I know we are well prepared.  At all waking hours for the last sixteen years, not counting the time I was learning the fundamentals of communication, math, and science, I studied and learned about the ship and our mission.  I specialized at age nine in the Gambler computing, networking, and storage systems.  That preparation brings me to this place and time, where in addition to performing my duties, I have gained the knowledge of all communications and surveillance available to my team.  There are others on my team that can surely do what I have learned.  I don’t think they know I was the one who attempted to fake a reactivation of the quantum transceivers, but I am certain they are keenly aware of the surveillance capabilities available to us within the confines of Gambler.  We don’t discuss it. 

After hours when I am alone, I collect some of the communications I see.  I have identified the woman who I believe is my biological mother as the one who calls herself Isla from the Bishop Islands on Earth.  She is the one with the eyes like mine, the same legendary person that survived the extermination. 

I believe she is in danger.  This is not a situation I can let rest.  I tell myself to be logical and not to get involved, but my instincts are to approach and protect her.  I’m not sure how it will be possible as Leonidas is the one threatening her safety.  I have intercepted his voice transcriptions as well and discovered his malevolence knows no bounds.  I think he is oblivious to this monitoring.

As I repent my earlier regrettable fraud, I am determined to do it in private, and I will not risk an attempt to contact Isla in writing.  The actions intended to stage a situation that would promote me to an interesting initial assignment provoked a sequence of revealing writings from Isla.  None was more peculiar than the discovery today of the following note.  This was put forward as a reception, just like my initial ones.  I could not believe what I was seeing until I traced it and discovered it came from a room in level seven.  I removed the trace.

 

 

Quantum Reception Earth date November 3, 2830

From: Dr.
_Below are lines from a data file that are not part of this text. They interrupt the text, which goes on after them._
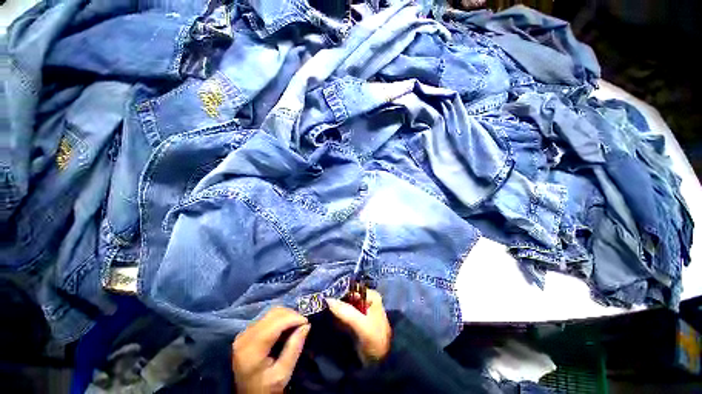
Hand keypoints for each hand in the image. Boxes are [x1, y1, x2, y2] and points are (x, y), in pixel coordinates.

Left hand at [232, 307, 310, 393]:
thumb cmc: (265, 388)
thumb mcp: (282, 375)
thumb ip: (294, 349)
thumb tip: (306, 326)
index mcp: (252, 349)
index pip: (276, 323)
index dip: (293, 318)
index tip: (307, 323)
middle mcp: (245, 336)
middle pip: (273, 314)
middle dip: (291, 315)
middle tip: (303, 325)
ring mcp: (244, 332)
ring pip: (271, 312)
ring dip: (286, 315)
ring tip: (296, 326)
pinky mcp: (247, 332)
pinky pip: (267, 317)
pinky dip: (280, 318)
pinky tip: (286, 328)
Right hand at [326, 289, 390, 363]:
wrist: (383, 362)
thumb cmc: (375, 340)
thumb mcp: (362, 325)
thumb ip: (345, 312)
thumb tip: (327, 299)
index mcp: (370, 295)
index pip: (350, 288)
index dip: (337, 291)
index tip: (324, 296)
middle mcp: (365, 299)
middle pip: (346, 296)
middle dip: (335, 300)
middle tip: (320, 304)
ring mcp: (361, 310)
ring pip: (344, 305)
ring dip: (334, 308)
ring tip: (321, 310)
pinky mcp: (356, 320)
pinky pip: (343, 314)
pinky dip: (336, 316)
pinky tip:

Chiara Bishop, Bishop Islands, Earth

To: Commander Leonidas Verga, Gambler Receiver

 

Leo,

I send greetings from your old home.  I trust you are taking care of the stowaways.  When Salazar decided to go with you, I did not consider it a loss.  We have others like him.  When Isla left me, it was a very sad day for Bishop Islands.  To this day, I have not been able to recreate the irregularity that led to her unique respiratory system. I wanted to have it available for the next launch.  The worlds we will eventually encounter will have less than perfect atmospheres.  By now I’m sure she has told you she cannot be cloned in a straightforward manner, and it may not be possible with the tools you have on Gambler. The night vision is easy to recreate, however, so you should ask her about that.

I would like to hear updates from you.  The communications with Gambler have been sparse.  I’m sure we could learn from each other. I believe you have experience that would be helpful for our imminent launch.